Every entry that follows should be output exactly, and every image in it left out.

-- Opening Marker --

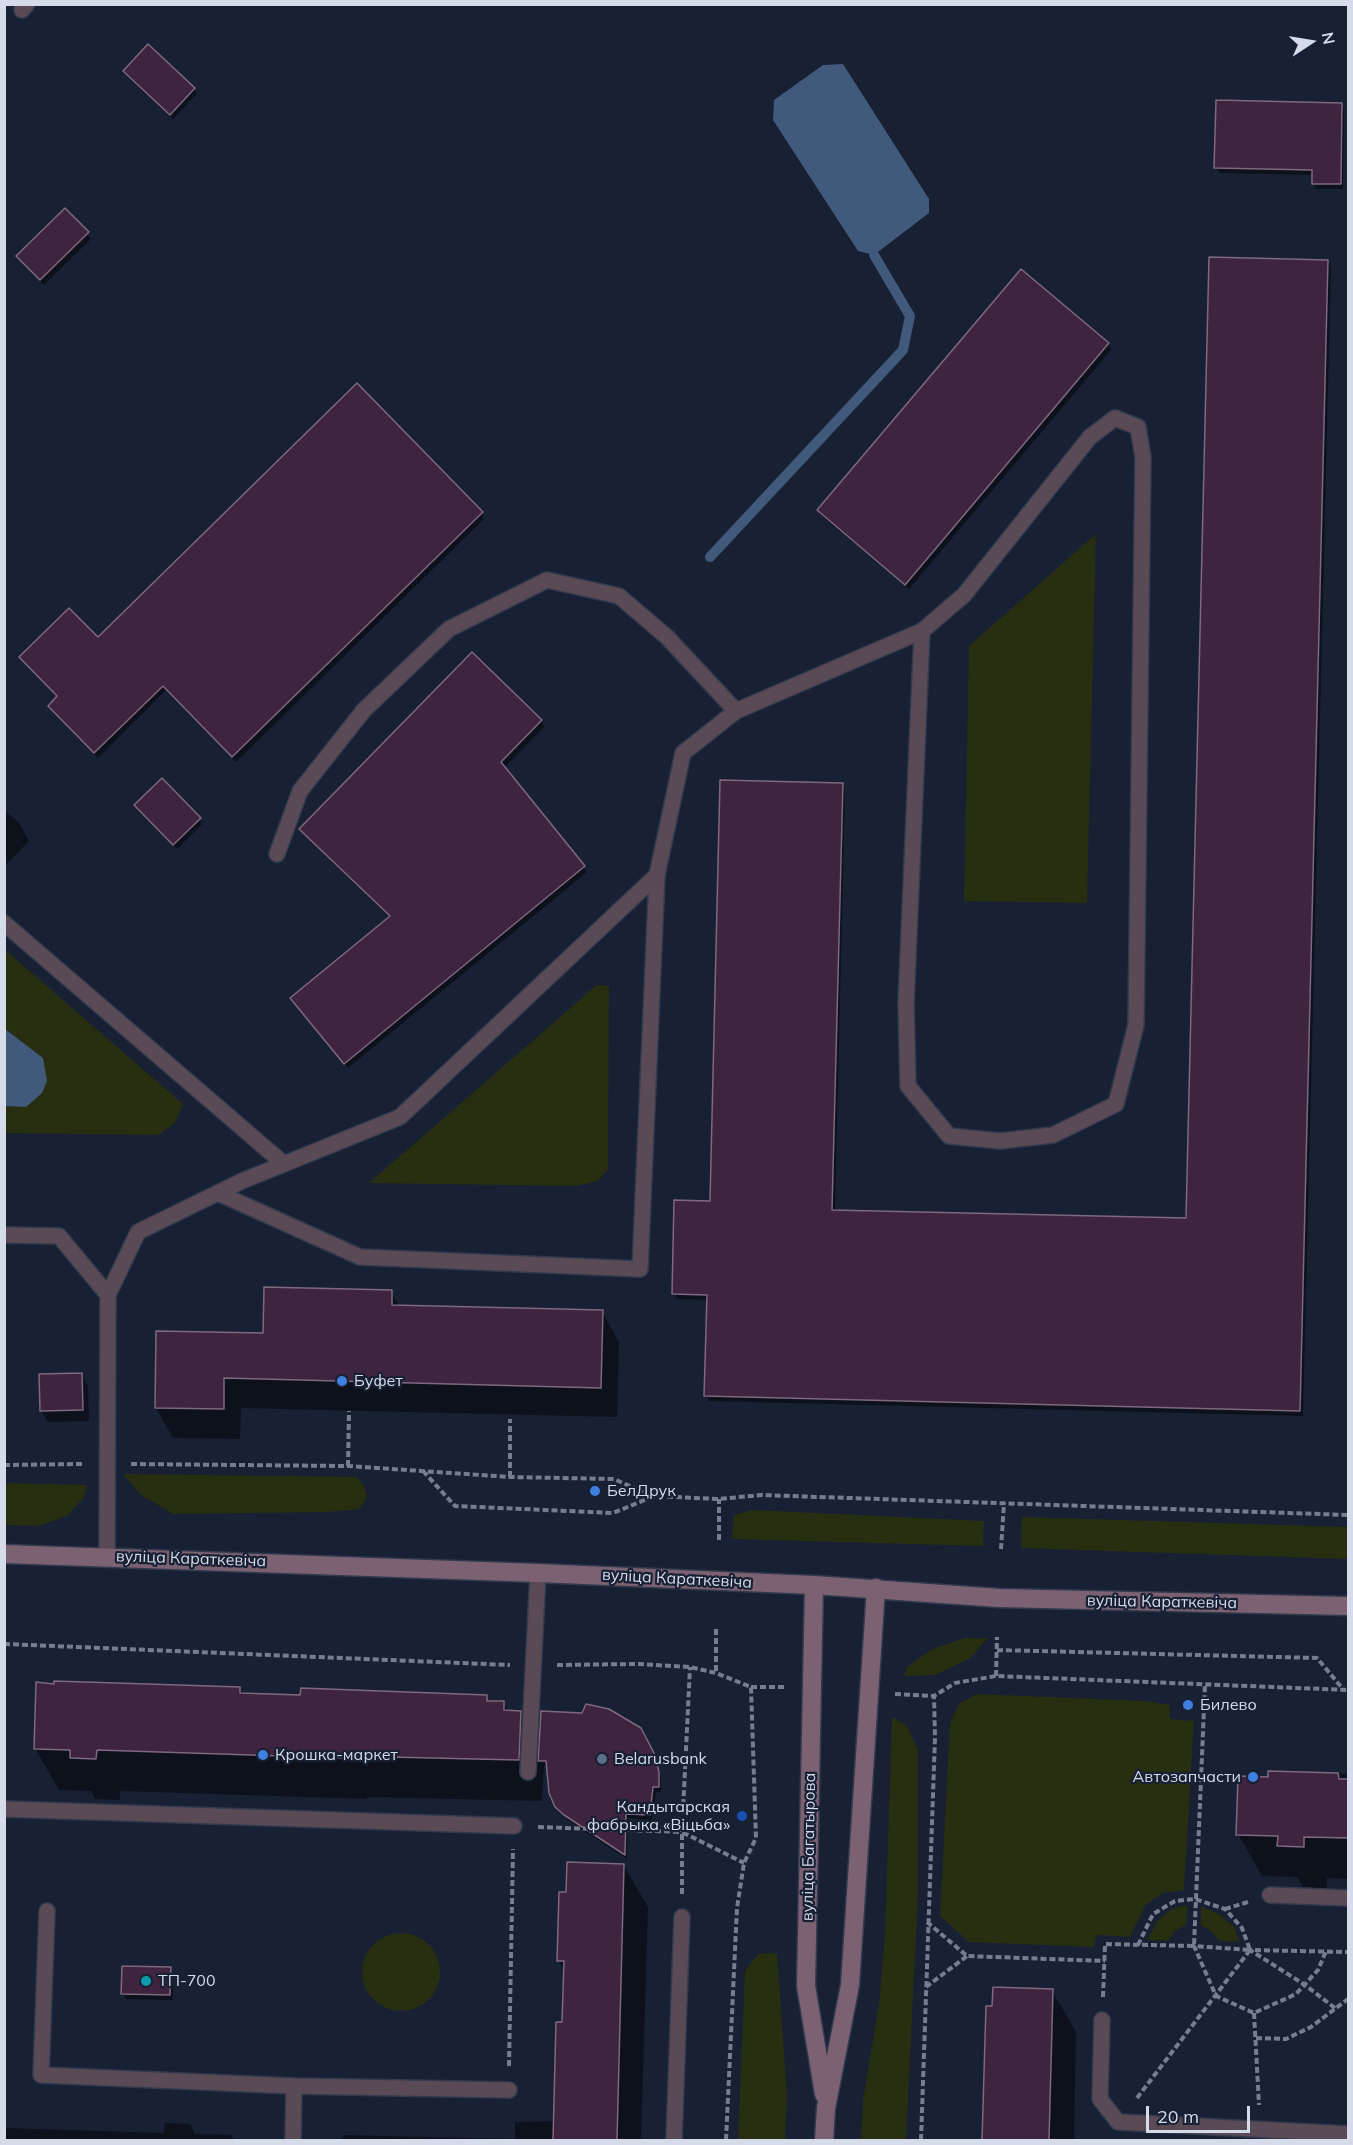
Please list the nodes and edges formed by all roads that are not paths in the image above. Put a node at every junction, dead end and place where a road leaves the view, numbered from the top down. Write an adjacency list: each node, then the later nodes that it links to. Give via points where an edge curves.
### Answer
1 (922, 631): 1 (lane, via 964,594 1090,436 1115,418 1138,427 1143,469 1136,1025 1116,1104 1053,1135 1000,1140 949,1136 908,1086 906,1003); 2 (lane)
2 (736, 711): 3 (lane, via 667,637 620,596 547,580 448,629 364,710 300,791); 4 (lane, via 683,753)
3 (276, 854)
4 (657, 875): 6 (lane, via 400,1117); 7 (lane, via 640,1269 360,1257)
5 (4, 923): 6 (lane)
6 (284, 1164): 7 (lane)
7 (218, 1193): 9 (lane, via 138,1232)
8 (4, 1235): 9 (lane, via 59,1236)
9 (108, 1294): 11 (lane)
10 (4, 1554): 11 (street, вуліца Караткевіча)
11 (107, 1556): 12 (street, вуліца Караткевіча)
12 (538, 1573): 13 (street, вуліца Караткевіча); 16 (lane)
13 (814, 1585): 14 (street, вуліца Караткевіча); 26 (street, вуліца Багатырова, via 806,1986)
14 (876, 1588): 15 (street, вуліца Караткевіча, via 999,1598); 26 (street, вуліца Багатырова, via 850,1985)
15 (1348, 1606)
16 (528, 1772)
17 (4, 1809): 18 (lane)
18 (514, 1826)
19 (1270, 1895): 20 (lane)
20 (1348, 1898)
21 (46, 1911): 24 (lane, via 41,2075)
22 (682, 1917): 29 (lane)
23 (1102, 2020): 27 (lane, via 1100,2099 1118,2122)
24 (294, 2086): 25 (lane); 28 (lane)
25 (509, 2090)
26 (826, 2108): 30 (street, вуліца Багатырова)
27 (1348, 2134)
28 (293, 2140)
29 (674, 2140)
30 (824, 2140)

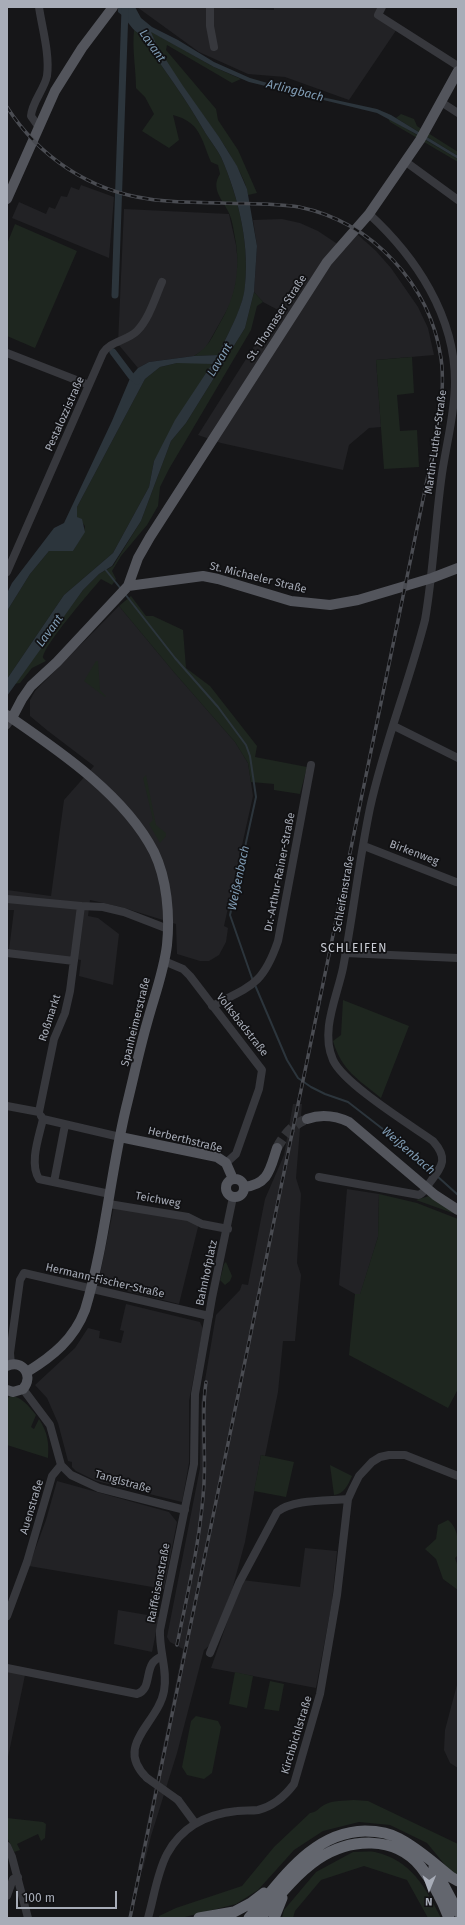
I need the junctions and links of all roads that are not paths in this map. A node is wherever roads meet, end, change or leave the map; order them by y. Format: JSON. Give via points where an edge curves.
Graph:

-- Closing Marker --

» **Output for this exercise**:
Please list the nodes and edges formed by all roads that are not paths in the image above. Put a node at every junction, dead end and place where a road leaves the view, numbered from the top down. Write an adjacency list: each node, then the later nodes that it links to. Give via points where an edge curves.
### Answer
1 (922, 631): 1 (lane, via 964,594 1090,436 1115,418 1138,427 1143,469 1136,1025 1116,1104 1053,1135 1000,1140 949,1136 908,1086 906,1003); 2 (lane)
2 (736, 711): 3 (lane, via 667,637 620,596 547,580 448,629 364,710 300,791); 4 (lane, via 683,753)
3 (276, 854)
4 (657, 875): 6 (lane, via 400,1117); 7 (lane, via 640,1269 360,1257)
5 (4, 923): 6 (lane)
6 (284, 1164): 7 (lane)
7 (218, 1193): 9 (lane, via 138,1232)
8 (4, 1235): 9 (lane, via 59,1236)
9 (108, 1294): 11 (lane)
10 (4, 1554): 11 (street, вуліца Караткевіча)
11 (107, 1556): 12 (street, вуліца Караткевіча)
12 (538, 1573): 13 (street, вуліца Караткевіча); 16 (lane)
13 (814, 1585): 14 (street, вуліца Караткевіча); 26 (street, вуліца Багатырова, via 806,1986)
14 (876, 1588): 15 (street, вуліца Караткевіча, via 999,1598); 26 (street, вуліца Багатырова, via 850,1985)
15 (1348, 1606)
16 (528, 1772)
17 (4, 1809): 18 (lane)
18 (514, 1826)
19 (1270, 1895): 20 (lane)
20 (1348, 1898)
21 (46, 1911): 24 (lane, via 41,2075)
22 (682, 1917): 29 (lane)
23 (1102, 2020): 27 (lane, via 1100,2099 1118,2122)
24 (294, 2086): 25 (lane); 28 (lane)
25 (509, 2090)
26 (826, 2108): 30 (street, вуліца Багатырова)
27 (1348, 2134)
28 (293, 2140)
29 (674, 2140)
30 (824, 2140)

I need the junctions and links of all roads that are not paths in this map. A node is wherever roads meet, end, change or leave the map; order them by y. Format: JSON. Give via points where an edge curves.
Graph:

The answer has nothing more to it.